En las provincias la actitud de Urquiza despertó diversas reacciones. Córdoba declaró que era una infame traición a la patria y que “Urquiza se había prostituido al servir de avanzada al gobierno brasileño”.

Otras provincias reaccionaron e intentaron formar una coalición militar para defender a Rosas, pero ya era demasiado tarde.

Urquiza alistó a sus hombres en el “Ejército Grande”, avanzó sobre Buenos Aires y derrotó a Rosas en la batalla de Caseros, el 3 de febrero de 1852.

Horas después, Rosas escribía su renuncia: “Sres. Representantes: Es llegado el caso de devolveros la investidura de gobernador de la provincia y la suma del poder público con que os dignasteis honrarnos. Creo haber llenado mi deber como todos los señores representantes, nuestros conciudadanos los verdaderos federales y mis compañeros de armas. Si más no hemos hecho en el sostén sagrado de nuestra independencia, de nuestra integridad y de nuestro honor, es porque no hemos podido. Permitidme, Honorables representantes, que al despedirme de vosotros, os reitere el profundo agradecimiento con que os abrazo tiernamente y ruego a Dios por la gloria de V.H., de todos y de cada uno de vosotros. Herido en la mano derecha y en el campo, perdonad que os escriba con lápiz y en una letra trabajosa. Dios Guarde a V.H.”

Rosas, vencido, se embarcó en el buque de guerra Conflict hacia Inglaterra.

Al día siguiente de Caseros, terratenientes porteños, como los Anchorena, primos de Rosas, renegaban de su pasado rosista y trataban de congraciarse con las nuevas autoridades. Mientras tanto, Rosas se instalaba en la chacra de Burgess, cerca de Southampton, acompañado por peones y criados ingleses.

Volvió a dedicarse a las tareas rurales hasta su muerte, ocurrida el 14 de marzo de 1877, a los ochenta y cuatro años. Unos años antes había escrito una especie de testamento político: “Durante el tiempo en que presidí el gobierno de Buenos Aires, encargado de las Relaciones Exteriores de la Confederación Argentina, con la suma del poder por la ley, goberné según mi conciencia. Soy pues, el único responsable de todos mis actos, de mis hechos buenos como los malos, de mis errores y de mis actos. Las circunstancias durante los años de mi administración fueron siempre extraordinarias, y no es justo que durante ellas se me juzgue como en tiempos tranquilos y serenos. Si he podido gobernar 30 años aquel país turbulento, a cuyo frente me puse en plena anarquía y al que dejé en orden perfecto, fue porque observé invariablemente esta regla de conducta: proteger a todo trance a mis amigos, hundir por cualquier medio a mis enemigos”.

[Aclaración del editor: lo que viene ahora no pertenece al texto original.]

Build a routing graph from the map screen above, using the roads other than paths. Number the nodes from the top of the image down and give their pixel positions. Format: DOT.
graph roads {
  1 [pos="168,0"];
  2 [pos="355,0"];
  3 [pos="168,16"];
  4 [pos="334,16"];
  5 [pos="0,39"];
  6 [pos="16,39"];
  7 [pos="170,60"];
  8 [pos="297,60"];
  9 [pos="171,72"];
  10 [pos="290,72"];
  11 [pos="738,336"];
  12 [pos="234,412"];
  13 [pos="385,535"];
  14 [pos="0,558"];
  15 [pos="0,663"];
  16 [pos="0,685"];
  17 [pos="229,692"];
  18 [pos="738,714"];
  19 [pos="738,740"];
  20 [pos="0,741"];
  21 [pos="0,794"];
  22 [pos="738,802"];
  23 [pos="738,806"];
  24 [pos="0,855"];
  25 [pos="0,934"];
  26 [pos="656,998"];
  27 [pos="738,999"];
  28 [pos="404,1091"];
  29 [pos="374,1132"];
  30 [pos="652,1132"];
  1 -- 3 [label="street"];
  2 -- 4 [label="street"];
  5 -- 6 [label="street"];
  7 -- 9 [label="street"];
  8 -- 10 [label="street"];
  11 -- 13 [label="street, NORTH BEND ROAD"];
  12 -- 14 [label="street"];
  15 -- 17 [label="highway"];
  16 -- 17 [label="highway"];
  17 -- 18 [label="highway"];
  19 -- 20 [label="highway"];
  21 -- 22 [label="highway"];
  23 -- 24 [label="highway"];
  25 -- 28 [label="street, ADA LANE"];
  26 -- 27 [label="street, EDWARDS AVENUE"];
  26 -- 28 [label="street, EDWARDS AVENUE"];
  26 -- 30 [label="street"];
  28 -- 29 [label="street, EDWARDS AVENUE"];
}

Ruptura, continuidad y sutura de la historia argentina

La batalla de Caseros fue el escenario donde convergieron aproximadamente unos sesenta mil soldados de ambos ejércitos y combatieron durante seis horas. Las operaciones se iniciaron en el Palomar de Caseros y culminaron en los terrenos de Palermo. Se han cumplido 170 años de ese hecho histórico.

Los aniversarios siempre se convierten en circunstancias inmejorables de intervención para definir las identidades nacionales. Suelen aprovecharse, además, para fijar posicionamientos políticos en relación con el presente.

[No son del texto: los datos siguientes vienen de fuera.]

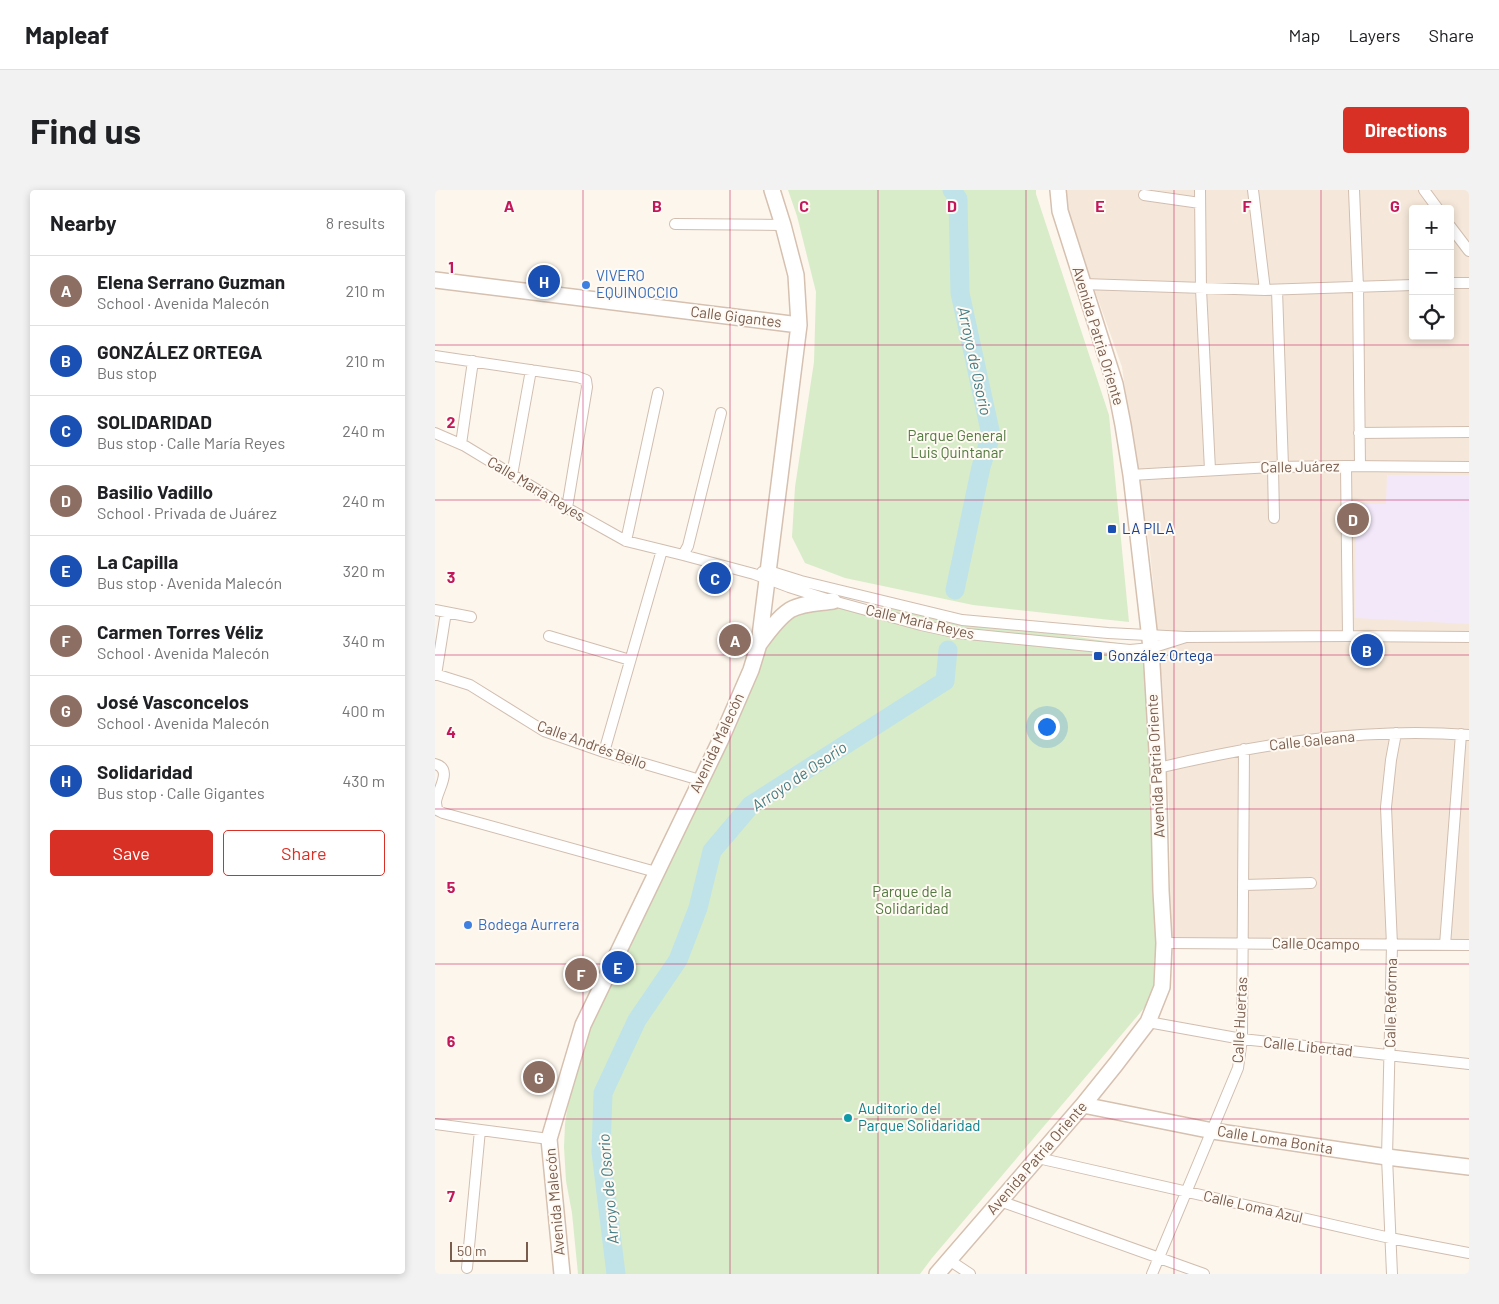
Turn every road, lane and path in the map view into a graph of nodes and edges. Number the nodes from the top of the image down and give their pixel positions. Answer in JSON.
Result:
{"nodes":[{"id":1,"x":772,"y":190,"type":"edge"},
{"id":2,"x":1057,"y":190,"type":"edge"},
{"id":3,"x":1200,"y":190,"type":"edge"},
{"id":4,"x":1253,"y":190,"type":"edge"},
{"id":5,"x":1354,"y":190,"type":"edge"},
{"id":6,"x":1424,"y":190,"type":"edge"},
{"id":7,"x":1145,"y":195,"type":"dead end"},
{"id":8,"x":1200,"y":203,"type":"junction"},
{"id":9,"x":1435,"y":205,"type":"edge"},
{"id":10,"x":675,"y":224,"type":"dead end"},
{"id":11,"x":783,"y":225,"type":"junction"},
{"id":12,"x":1454,"y":231,"type":"edge"},
{"id":13,"x":1469,"y":251,"type":"edge"},
{"id":14,"x":435,"y":280,"type":"edge"},
{"id":15,"x":1454,"y":283,"type":"edge"},
{"id":16,"x":1469,"y":283,"type":"edge"},
{"id":17,"x":1083,"y":284,"type":"junction"},
{"id":18,"x":1409,"y":285,"type":"edge"},
{"id":19,"x":1359,"y":287,"type":"junction"},
{"id":20,"x":1201,"y":289,"type":"junction"},
{"id":21,"x":1265,"y":290,"type":"junction"},
{"id":22,"x":1277,"y":290,"type":"junction"},
{"id":23,"x":799,"y":325,"type":"junction"},
{"id":24,"x":435,"y":356,"type":"edge"},
{"id":25,"x":473,"y":361,"type":"junction"},
{"id":26,"x":531,"y":370,"type":"junction"},
{"id":27,"x":657,"y":393,"type":"dead end"},
{"id":28,"x":721,"y":413,"type":"dead end"},
{"id":29,"x":1469,"y":432,"type":"edge"},
{"id":30,"x":435,"y":433,"type":"edge"},
{"id":31,"x":1359,"y":433,"type":"junction"},
{"id":32,"x":461,"y":444,"type":"junction"},
{"id":33,"x":1346,"y":466,"type":"junction"},
{"id":34,"x":1360,"y":466,"type":"junction"},
{"id":35,"x":1278,"y":467,"type":"junction"},
{"id":36,"x":1469,"y":467,"type":"edge"},
{"id":37,"x":1210,"y":470,"type":"junction"},
{"id":38,"x":1131,"y":474,"type":"junction"},
{"id":39,"x":512,"y":475,"type":"junction"},
{"id":40,"x":567,"y":508,"type":"junction"},
{"id":41,"x":1274,"y":518,"type":"dead end"},
{"id":42,"x":626,"y":541,"type":"junction"},
{"id":43,"x":661,"y":550,"type":"junction"},
{"id":44,"x":683,"y":555,"type":"junction"},
{"id":45,"x":763,"y":574,"type":"junction"},
{"id":46,"x":833,"y":601,"type":"junction"},
{"id":47,"x":435,"y":610,"type":"edge"},
{"id":48,"x":446,"y":612,"type":"junction"},
{"id":49,"x":471,"y":617,"type":"dead end"},
{"id":50,"x":549,"y":636,"type":"dead end"},
{"id":51,"x":1347,"y":636,"type":"junction"},
{"id":52,"x":1469,"y":637,"type":"edge"},
{"id":53,"x":1150,"y":642,"type":"junction"},
{"id":54,"x":759,"y":644,"type":"junction"},
{"id":55,"x":630,"y":660,"type":"junction"},
{"id":56,"x":435,"y":674,"type":"edge"},
{"id":57,"x":1396,"y":733,"type":"junction"},
{"id":58,"x":1465,"y":734,"type":"edge"},
{"id":59,"x":1244,"y":749,"type":"junction"},
{"id":60,"x":604,"y":752,"type":"junction"},
{"id":61,"x":435,"y":764,"type":"edge"},
{"id":62,"x":1157,"y":768,"type":"junction"},
{"id":63,"x":700,"y":780,"type":"junction"},
{"id":64,"x":656,"y":872,"type":"junction"},
{"id":65,"x":1311,"y":883,"type":"dead end"},
{"id":66,"x":1243,"y":885,"type":"junction"},
{"id":67,"x":1164,"y":942,"type":"junction"},
{"id":68,"x":1243,"y":942,"type":"junction"},
{"id":69,"x":1392,"y":945,"type":"junction"},
{"id":70,"x":1445,"y":945,"type":"junction"},
{"id":71,"x":1469,"y":945,"type":"edge"},
{"id":72,"x":1147,"y":1022,"type":"junction"},
{"id":73,"x":1242,"y":1039,"type":"junction"},
{"id":74,"x":1390,"y":1056,"type":"junction"},
{"id":75,"x":1469,"y":1064,"type":"edge"},
{"id":76,"x":1083,"y":1105,"type":"junction"},
{"id":77,"x":435,"y":1124,"type":"edge"},
{"id":78,"x":480,"y":1130,"type":"junction"},
{"id":79,"x":1213,"y":1130,"type":"junction"},
{"id":80,"x":549,"y":1139,"type":"junction"},
{"id":81,"x":1387,"y":1157,"type":"junction"},
{"id":82,"x":1038,"y":1158,"type":"junction"},
{"id":83,"x":1469,"y":1167,"type":"edge"},
{"id":84,"x":1187,"y":1192,"type":"junction"},
{"id":85,"x":1000,"y":1201,"type":"junction"},
{"id":86,"x":1390,"y":1238,"type":"junction"},
{"id":87,"x":1469,"y":1254,"type":"edge"},
{"id":88,"x":1159,"y":1258,"type":"junction"},
{"id":89,"x":949,"y":1260,"type":"junction"},
{"id":90,"x":467,"y":1268,"type":"dead end"},
{"id":91,"x":562,"y":1274,"type":"edge"},
{"id":92,"x":937,"y":1274,"type":"edge"},
{"id":93,"x":970,"y":1274,"type":"edge"},
{"id":94,"x":1152,"y":1274,"type":"edge"},
{"id":95,"x":1204,"y":1274,"type":"edge"},
{"id":96,"x":1392,"y":1274,"type":"edge"}],
"edges":[{"from":1,"to":11,"type":"street","name":"Avenida Malecón"},
{"from":2,"to":17,"type":"street","name":"Avenida Patria Oriente"},
{"from":3,"to":8,"type":"street"},
{"from":4,"to":21,"type":"street"},
{"from":5,"to":19,"type":"street"},
{"from":6,"to":9,"type":"street"},
{"from":7,"to":8,"type":"street"},
{"from":8,"to":20,"type":"street"},
{"from":10,"to":11,"type":"street"},
{"from":11,"to":23,"type":"street","name":"Avenida Malecón"},
{"from":12,"to":13,"type":"street"},
{"from":14,"to":23,"type":"street","name":"Calle Gigantes"},
{"from":15,"to":16,"type":"street"},
{"from":17,"to":20,"type":"street"},
{"from":17,"to":38,"type":"street","name":"Avenida Patria Oriente"},
{"from":18,"to":19,"type":"street"},
{"from":19,"to":22,"type":"street"},
{"from":19,"to":31,"type":"street"},
{"from":20,"to":21,"type":"street"},
{"from":20,"to":37,"type":"street"},
{"from":21,"to":22,"type":"street"},
{"from":22,"to":35,"type":"street"},
{"from":23,"to":45,"type":"street","name":"Avenida Malecón"},
{"from":24,"to":25,"type":"street"},
{"from":25,"to":26,"type":"street"},
{"from":25,"to":32,"type":"street"},
{"from":26,"to":39,"type":"street"},
{"from":26,"to":40,"type":"street"},
{"from":27,"to":42,"type":"street"},
{"from":28,"to":44,"type":"street"},
{"from":29,"to":31,"type":"street"},
{"from":30,"to":32,"type":"street","name":"Calle María Reyes"},
{"from":31,"to":34,"type":"street"},
{"from":32,"to":39,"type":"street","name":"Calle María Reyes"},
{"from":33,"to":34,"type":"street","name":"Calle Juárez"},
{"from":33,"to":35,"type":"street","name":"Calle Juárez"},
{"from":33,"to":51,"type":"street"},
{"from":34,"to":36,"type":"street","name":"Calle Juárez"},
{"from":35,"to":37,"type":"street","name":"Calle Juárez"},
{"from":35,"to":41,"type":"street"},
{"from":37,"to":38,"type":"street","name":"Calle Juárez"},
{"from":38,"to":53,"type":"street","name":"Avenida Patria Oriente"},
{"from":39,"to":40,"type":"street","name":"Calle María Reyes"},
{"from":40,"to":42,"type":"street","name":"Calle María Reyes"},
{"from":42,"to":43,"type":"street","name":"Calle María Reyes"},
{"from":43,"to":44,"type":"street","name":"Calle María Reyes"},
{"from":43,"to":55,"type":"street"},
{"from":44,"to":45,"type":"street","name":"Calle María Reyes"},
{"from":45,"to":46,"type":"street","name":"Calle María Reyes"},
{"from":45,"to":53,"type":"street","name":"Calle María Reyes"},
{"from":45,"to":54,"type":"street","name":"Avenida Malecón"},
{"from":46,"to":53,"type":"street","name":"Calle María Reyes"},
{"from":46,"to":54,"type":"street"},
{"from":47,"to":48,"type":"street"},
{"from":48,"to":49,"type":"street"},
{"from":48,"to":56,"type":"street"},
{"from":50,"to":55,"type":"street"},
{"from":51,"to":52,"type":"street"},
{"from":51,"to":53,"type":"street"},
{"from":53,"to":62,"type":"street","name":"Avenida Patria Oriente"},
{"from":54,"to":63,"type":"street","name":"Avenida Malecón"},
{"from":55,"to":60,"type":"street"},
{"from":56,"to":60,"type":"street","name":"Calle Andrés Bello"},
{"from":57,"to":58,"type":"street","name":"Calle Galeana"},
{"from":57,"to":59,"type":"street","name":"Calle Galeana"},
{"from":57,"to":69,"type":"street","name":"Calle Reforma"},
{"from":58,"to":70,"type":"street"},
{"from":59,"to":62,"type":"street","name":"Calle Galeana"},
{"from":59,"to":66,"type":"street","name":"Calle Huertas"},
{"from":60,"to":63,"type":"street","name":"Calle Andrés Bello"},
{"from":61,"to":64,"type":"street"},
{"from":62,"to":67,"type":"street","name":"Avenida Patria Oriente"},
{"from":63,"to":64,"type":"street","name":"Avenida Malecón"},
{"from":64,"to":80,"type":"street","name":"Avenida Malecón"},
{"from":65,"to":66,"type":"street"},
{"from":66,"to":68,"type":"street","name":"Calle Huertas"},
{"from":67,"to":68,"type":"street","name":"Calle Ocampo"},
{"from":67,"to":72,"type":"street","name":"Avenida Patria Oriente"},
{"from":68,"to":69,"type":"street","name":"Calle Ocampo"},
{"from":68,"to":73,"type":"street","name":"Calle Huertas"},
{"from":69,"to":70,"type":"street","name":"Calle Ocampo"},
{"from":69,"to":74,"type":"street","name":"Calle Reforma"},
{"from":70,"to":71,"type":"street","name":"Calle Ocampo"},
{"from":72,"to":73,"type":"street","name":"Calle Libertad"},
{"from":72,"to":76,"type":"street","name":"Avenida Patria Oriente"},
{"from":73,"to":74,"type":"street","name":"Calle Libertad"},
{"from":73,"to":79,"type":"street","name":"Calle Huertas"},
{"from":74,"to":75,"type":"street","name":"Calle Libertad"},
{"from":74,"to":81,"type":"street","name":"Calle Reforma"},
{"from":76,"to":79,"type":"street","name":"Calle Loma Bonita"},
{"from":76,"to":82,"type":"street","name":"Avenida Patria Oriente"},
{"from":77,"to":78,"type":"street"},
{"from":78,"to":80,"type":"street"},
{"from":78,"to":90,"type":"street"},
{"from":79,"to":81,"type":"street","name":"Calle Loma Bonita"},
{"from":79,"to":84,"type":"street","name":"Calle Huertas"},
{"from":80,"to":91,"type":"street","name":"Avenida Malecón"},
{"from":81,"to":83,"type":"street","name":"Calle Loma Bonita"},
{"from":81,"to":86,"type":"street","name":"Calle Reforma"},
{"from":82,"to":84,"type":"street","name":"Calle Loma Azul"},
{"from":82,"to":85,"type":"street","name":"Avenida Patria Oriente"},
{"from":84,"to":86,"type":"street","name":"Calle Loma Azul"},
{"from":84,"to":88,"type":"street","name":"Calle Huertas"},
{"from":85,"to":88,"type":"street"},
{"from":85,"to":89,"type":"street","name":"Avenida Patria Oriente"},
{"from":86,"to":87,"type":"street","name":"Calle Loma Azul"},
{"from":86,"to":96,"type":"street","name":"Calle Reforma"},
{"from":88,"to":94,"type":"street","name":"Calle Huertas"},
{"from":88,"to":95,"type":"street"},
{"from":89,"to":92,"type":"street","name":"Avenida Patria Oriente"},
{"from":89,"to":93,"type":"street"}]}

En el ejercicio de analizar la historia existen las “rupturas”. La batalla de Caseros ha sido presentada como una de ellas, pero también existen las “continuidades” y por supuesto, las “resignificaciones” o “suturas” historiográficas. Estos elementos conviven dentro del gran ciclo de la historia, abriendo y cerrando pequeños capítulos de un examen, en principio, interminable.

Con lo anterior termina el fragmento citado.